### WHAT YOU WILL DO
When you repeat the records, keep every word exact and drop each picture.
=== Section Start ===
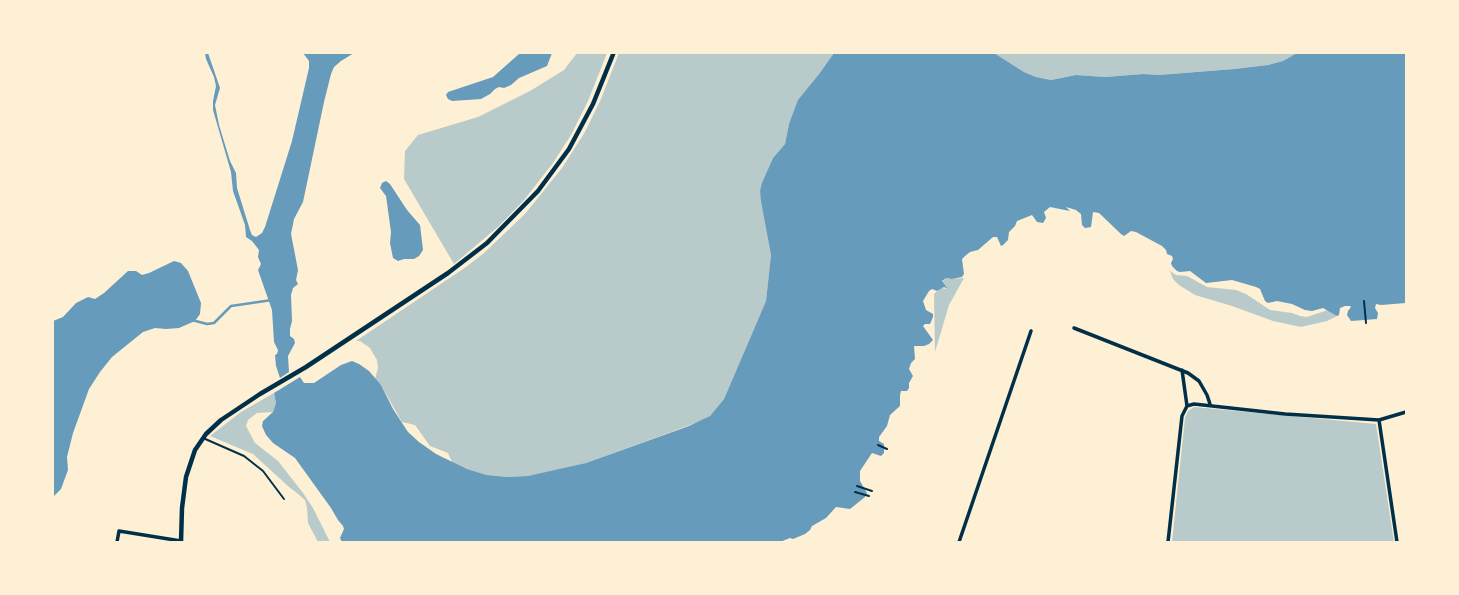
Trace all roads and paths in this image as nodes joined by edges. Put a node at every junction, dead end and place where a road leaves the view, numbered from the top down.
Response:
1 (614, 52) edge
2 (1364, 301) dead end
3 (1366, 323) dead end
4 (1074, 328) dead end
5 (1031, 331) dead end
6 (1182, 370) junction
7 (1187, 406) junction
8 (1211, 406) junction
9 (1406, 412) edge
10 (1379, 420) junction
11 (203, 438) junction
12 (878, 445) dead end
13 (887, 449) dead end
14 (856, 486) dead end
15 (872, 491) dead end
16 (855, 492) dead end
17 (869, 496) dead end
18 (284, 499) dead end
19 (117, 542) edge
20 (181, 542) edge
21 (959, 542) edge
22 (1168, 542) edge
23 (1397, 542) edge

1 - 11 street
2 - 3 path
4 - 6 street
5 - 21 street
6 - 7 street
6 - 8 street
7 - 8 street
7 - 22 street
8 - 10 street
9 - 10 street
10 - 23 street
11 - 18 lane
11 - 20 street
12 - 13 path
14 - 15 path
16 - 17 path
19 - 20 street

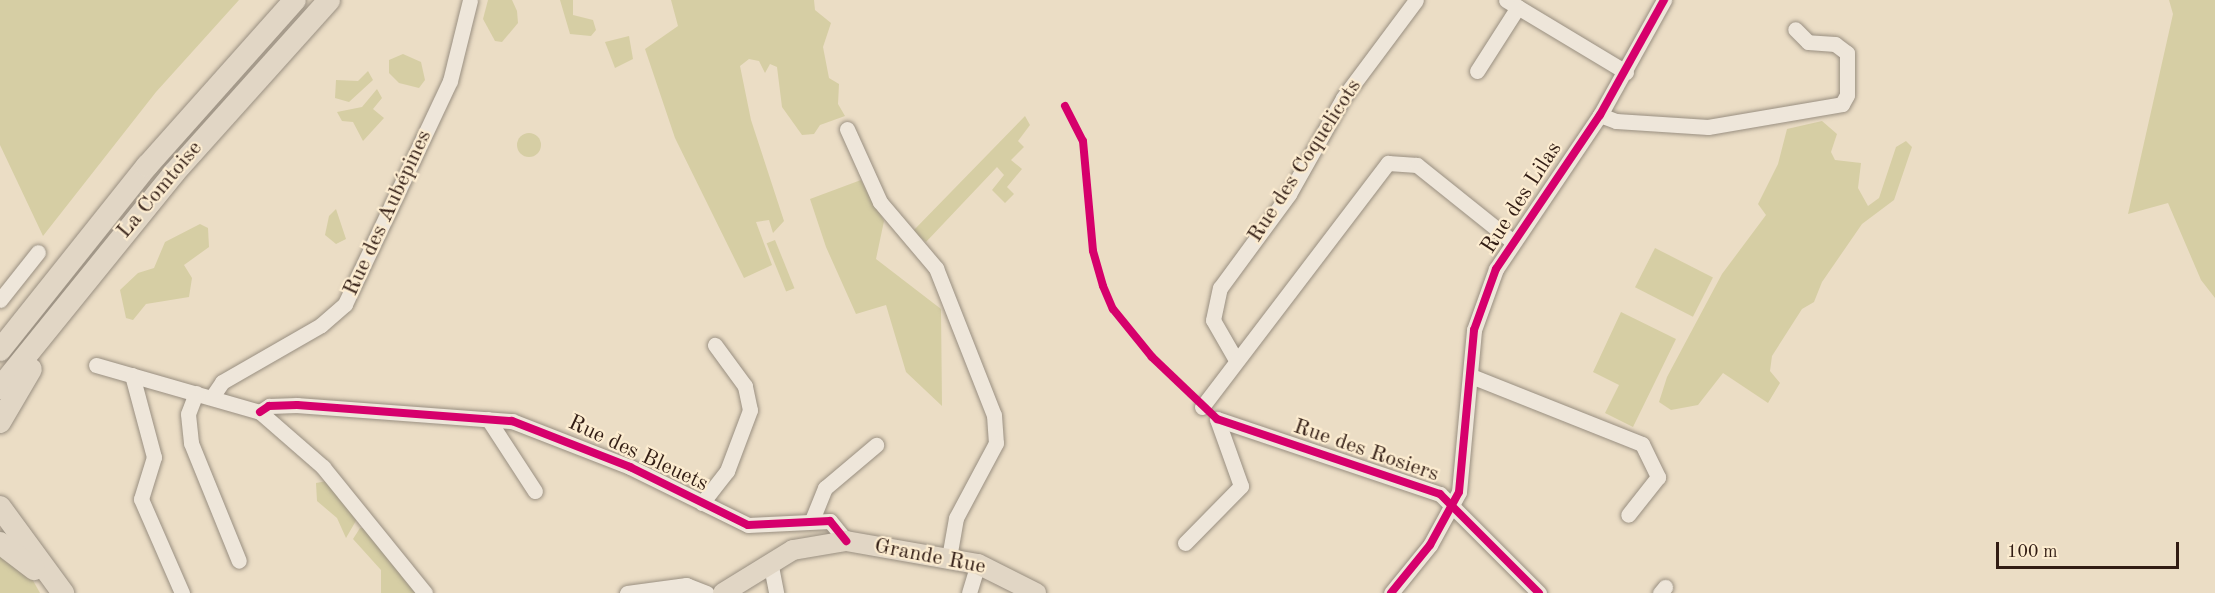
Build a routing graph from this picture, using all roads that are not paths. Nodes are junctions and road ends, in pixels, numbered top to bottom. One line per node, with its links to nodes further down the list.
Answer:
1 (295, 0): 17 (highway, La Comtoise)
2 (329, 0): 14 (highway, La Comtoise)
3 (470, 0): 24 (street, Rue des Aubépines)
4 (1416, 0): 18 (street, Rue des Coquelicots)
5 (1664, 0): 9 (street, Rue des Lilas)
6 (1512, 4): 8 (street); 9 (street)
7 (1795, 29): 10 (street)
8 (1477, 71)
9 (1626, 72): 10 (street, Rue des Lilas)
10 (1600, 115): 12 (street, Rue des Lilas)
11 (847, 129): 39 (street)
12 (1513, 242): 18 (street); 21 (street, Rue des Lilas)
13 (38, 252): 15 (street)
14 (79, 289): 22 (highway, La Comtoise); 28 (highway)
15 (0, 300)
16 (715, 345): 31 (street)
17 (0, 350)
18 (1236, 360): 25 (street)
19 (96, 364): 20 (street)
20 (132, 375): 23 (street); 45 (street)
21 (1471, 376): 33 (street, Rue des Lilas); 34 (street)
22 (0, 388)
23 (196, 393): 24 (street); 40 (street)
24 (212, 397): 26 (street)
25 (1202, 407)
26 (260, 412): 27 (street, Rue des Bleuets); 46 (street)
27 (488, 419): 30 (street); 31 (street, Rue des Bleuets)
28 (0, 422)
29 (876, 445): 35 (street)
30 (535, 491)
31 (702, 503): 35 (street, Rue des Bleuets)
32 (0, 507): 44 (highway)
33 (1454, 507): 38 (street, Rue des Rosiers); 53 (street, Rue des Lilas); 54 (street, Rue des Rosiers)
34 (1628, 515)
35 (812, 520): 36 (street, Rue des Bleuets)
36 (846, 541): 39 (main road, Grande Rue); 41 (main road, Grande Rue)
37 (0, 543): 43 (highway)
38 (1185, 543)
39 (949, 556): 42 (main road, Grande Rue)
40 (239, 561)
41 (770, 561): 49 (main road, Grande Rue); 50 (street)
42 (978, 564): 51 (street); 52 (main road, Grande Rue)
43 (50, 593)
44 (63, 593)
45 (182, 593)
46 (425, 593)
47 (627, 593): 48 (street)
48 (707, 593)
49 (723, 593)
50 (776, 593)
51 (969, 593)
52 (1036, 593)
53 (1391, 593)
54 (1539, 593)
=== Section End ===
### RESULT FOR THIS EXERCISE
Trace all roads and paths in this image as nodes joined by edges. Put a node at every junction, dead end and place where a road leaves the view, numbered from the top down.
Response:
1 (614, 52) edge
2 (1364, 301) dead end
3 (1366, 323) dead end
4 (1074, 328) dead end
5 (1031, 331) dead end
6 (1182, 370) junction
7 (1187, 406) junction
8 (1211, 406) junction
9 (1406, 412) edge
10 (1379, 420) junction
11 (203, 438) junction
12 (878, 445) dead end
13 (887, 449) dead end
14 (856, 486) dead end
15 (872, 491) dead end
16 (855, 492) dead end
17 (869, 496) dead end
18 (284, 499) dead end
19 (117, 542) edge
20 (181, 542) edge
21 (959, 542) edge
22 (1168, 542) edge
23 (1397, 542) edge

1 - 11 street
2 - 3 path
4 - 6 street
5 - 21 street
6 - 7 street
6 - 8 street
7 - 8 street
7 - 22 street
8 - 10 street
9 - 10 street
10 - 23 street
11 - 18 lane
11 - 20 street
12 - 13 path
14 - 15 path
16 - 17 path
19 - 20 street

Build a routing graph from this picture, using all roads that are not paths. Nodes are junctions and road ends, in pixels, numbered top to bottom. One line per node, with its links to nodes further down the list.
Answer:
1 (295, 0): 17 (highway, La Comtoise)
2 (329, 0): 14 (highway, La Comtoise)
3 (470, 0): 24 (street, Rue des Aubépines)
4 (1416, 0): 18 (street, Rue des Coquelicots)
5 (1664, 0): 9 (street, Rue des Lilas)
6 (1512, 4): 8 (street); 9 (street)
7 (1795, 29): 10 (street)
8 (1477, 71)
9 (1626, 72): 10 (street, Rue des Lilas)
10 (1600, 115): 12 (street, Rue des Lilas)
11 (847, 129): 39 (street)
12 (1513, 242): 18 (street); 21 (street, Rue des Lilas)
13 (38, 252): 15 (street)
14 (79, 289): 22 (highway, La Comtoise); 28 (highway)
15 (0, 300)
16 (715, 345): 31 (street)
17 (0, 350)
18 (1236, 360): 25 (street)
19 (96, 364): 20 (street)
20 (132, 375): 23 (street); 45 (street)
21 (1471, 376): 33 (street, Rue des Lilas); 34 (street)
22 (0, 388)
23 (196, 393): 24 (street); 40 (street)
24 (212, 397): 26 (street)
25 (1202, 407)
26 (260, 412): 27 (street, Rue des Bleuets); 46 (street)
27 (488, 419): 30 (street); 31 (street, Rue des Bleuets)
28 (0, 422)
29 (876, 445): 35 (street)
30 (535, 491)
31 (702, 503): 35 (street, Rue des Bleuets)
32 (0, 507): 44 (highway)
33 (1454, 507): 38 (street, Rue des Rosiers); 53 (street, Rue des Lilas); 54 (street, Rue des Rosiers)
34 (1628, 515)
35 (812, 520): 36 (street, Rue des Bleuets)
36 (846, 541): 39 (main road, Grande Rue); 41 (main road, Grande Rue)
37 (0, 543): 43 (highway)
38 (1185, 543)
39 (949, 556): 42 (main road, Grande Rue)
40 (239, 561)
41 (770, 561): 49 (main road, Grande Rue); 50 (street)
42 (978, 564): 51 (street); 52 (main road, Grande Rue)
43 (50, 593)
44 (63, 593)
45 (182, 593)
46 (425, 593)
47 (627, 593): 48 (street)
48 (707, 593)
49 (723, 593)
50 (776, 593)
51 (969, 593)
52 (1036, 593)
53 (1391, 593)
54 (1539, 593)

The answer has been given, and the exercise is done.